(Excerpts from a dataset)

+ + + + +

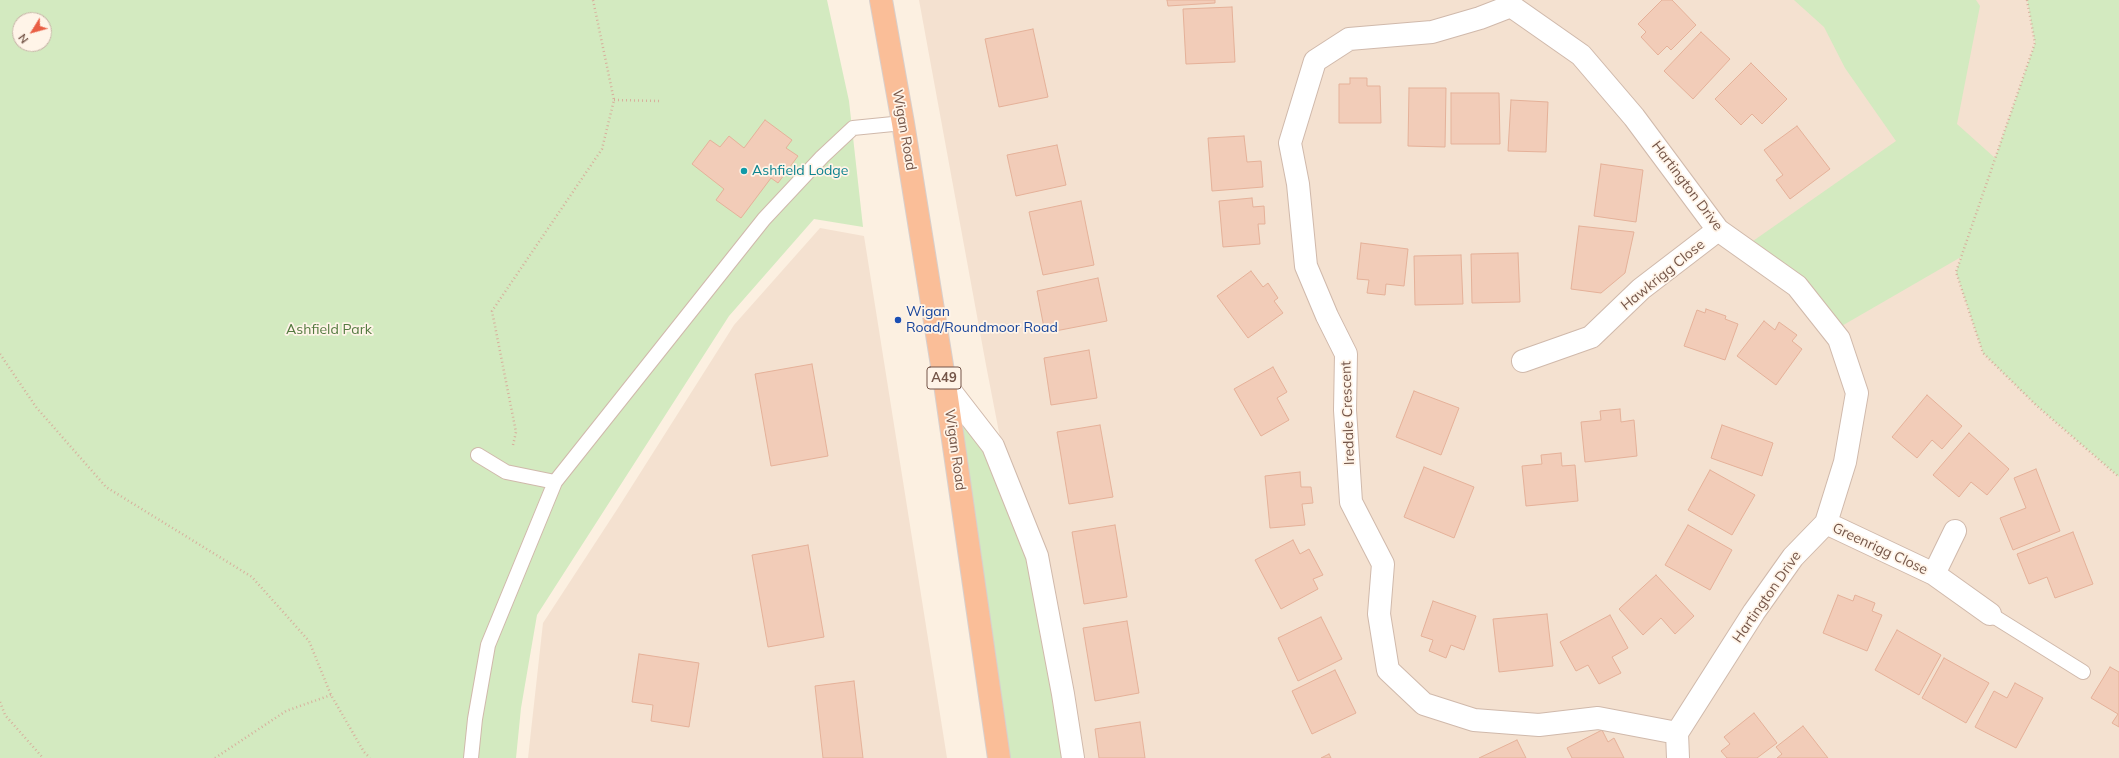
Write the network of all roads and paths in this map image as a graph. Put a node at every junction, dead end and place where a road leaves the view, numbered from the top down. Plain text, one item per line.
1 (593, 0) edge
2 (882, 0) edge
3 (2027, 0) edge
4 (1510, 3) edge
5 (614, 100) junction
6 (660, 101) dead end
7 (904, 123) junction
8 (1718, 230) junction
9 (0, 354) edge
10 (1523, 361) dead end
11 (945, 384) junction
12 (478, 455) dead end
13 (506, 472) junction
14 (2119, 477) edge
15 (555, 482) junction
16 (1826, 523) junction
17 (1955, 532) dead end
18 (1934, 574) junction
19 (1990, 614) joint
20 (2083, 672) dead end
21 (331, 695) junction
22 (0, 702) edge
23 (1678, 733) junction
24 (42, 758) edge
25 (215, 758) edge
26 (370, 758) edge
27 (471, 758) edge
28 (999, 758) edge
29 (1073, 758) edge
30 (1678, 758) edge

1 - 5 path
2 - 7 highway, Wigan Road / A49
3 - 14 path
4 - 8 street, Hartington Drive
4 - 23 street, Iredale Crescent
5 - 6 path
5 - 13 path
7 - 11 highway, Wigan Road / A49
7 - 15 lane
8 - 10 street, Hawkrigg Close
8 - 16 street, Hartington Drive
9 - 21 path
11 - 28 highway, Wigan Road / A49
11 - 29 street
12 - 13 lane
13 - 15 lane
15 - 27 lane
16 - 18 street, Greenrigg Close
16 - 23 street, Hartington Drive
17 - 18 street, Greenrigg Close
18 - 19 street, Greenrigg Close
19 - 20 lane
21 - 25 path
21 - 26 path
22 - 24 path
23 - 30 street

+ + + + +

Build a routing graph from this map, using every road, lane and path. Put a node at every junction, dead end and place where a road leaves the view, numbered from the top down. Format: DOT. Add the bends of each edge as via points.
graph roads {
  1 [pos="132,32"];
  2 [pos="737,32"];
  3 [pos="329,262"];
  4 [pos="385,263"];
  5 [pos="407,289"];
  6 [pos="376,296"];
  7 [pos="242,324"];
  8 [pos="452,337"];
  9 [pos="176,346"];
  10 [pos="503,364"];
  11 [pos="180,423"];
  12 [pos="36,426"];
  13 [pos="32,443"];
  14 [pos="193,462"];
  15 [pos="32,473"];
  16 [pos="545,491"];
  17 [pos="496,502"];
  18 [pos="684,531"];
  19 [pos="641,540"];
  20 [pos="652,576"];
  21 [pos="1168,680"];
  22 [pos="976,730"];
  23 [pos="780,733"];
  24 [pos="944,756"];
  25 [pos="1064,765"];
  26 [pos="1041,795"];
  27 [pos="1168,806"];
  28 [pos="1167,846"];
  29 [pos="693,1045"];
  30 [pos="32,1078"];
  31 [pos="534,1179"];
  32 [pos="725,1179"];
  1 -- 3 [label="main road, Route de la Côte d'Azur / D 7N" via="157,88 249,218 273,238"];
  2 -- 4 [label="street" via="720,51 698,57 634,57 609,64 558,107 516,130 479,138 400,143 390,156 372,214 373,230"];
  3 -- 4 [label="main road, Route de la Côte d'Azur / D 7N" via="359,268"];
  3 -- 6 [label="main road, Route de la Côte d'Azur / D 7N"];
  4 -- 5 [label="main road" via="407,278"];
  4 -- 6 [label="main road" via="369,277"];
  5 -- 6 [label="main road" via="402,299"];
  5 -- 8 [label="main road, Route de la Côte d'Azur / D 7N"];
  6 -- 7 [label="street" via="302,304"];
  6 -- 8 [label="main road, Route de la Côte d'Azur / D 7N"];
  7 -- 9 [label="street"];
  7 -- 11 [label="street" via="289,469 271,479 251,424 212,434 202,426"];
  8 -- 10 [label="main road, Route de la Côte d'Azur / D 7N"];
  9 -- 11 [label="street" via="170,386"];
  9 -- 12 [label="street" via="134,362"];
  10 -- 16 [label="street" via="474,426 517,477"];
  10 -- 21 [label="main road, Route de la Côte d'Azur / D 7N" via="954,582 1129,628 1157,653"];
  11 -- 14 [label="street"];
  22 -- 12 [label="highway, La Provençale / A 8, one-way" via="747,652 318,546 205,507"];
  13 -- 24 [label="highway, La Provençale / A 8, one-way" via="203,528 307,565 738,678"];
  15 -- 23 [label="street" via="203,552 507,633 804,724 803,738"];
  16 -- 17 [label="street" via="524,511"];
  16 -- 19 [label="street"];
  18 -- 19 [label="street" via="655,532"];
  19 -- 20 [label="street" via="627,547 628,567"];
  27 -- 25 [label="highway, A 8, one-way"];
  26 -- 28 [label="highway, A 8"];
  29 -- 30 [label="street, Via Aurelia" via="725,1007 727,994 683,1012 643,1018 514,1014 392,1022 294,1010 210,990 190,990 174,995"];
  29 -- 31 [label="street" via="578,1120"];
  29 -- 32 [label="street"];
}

+ + + + +

**HOW TO COMPLETE THIS TASK:** Pick out the lines above that hold the string "Wigan" and show them.

**EXERCISE OUTPUT:**
2 - 7 highway, Wigan Road / A49
7 - 11 highway, Wigan Road / A49
11 - 28 highway, Wigan Road / A49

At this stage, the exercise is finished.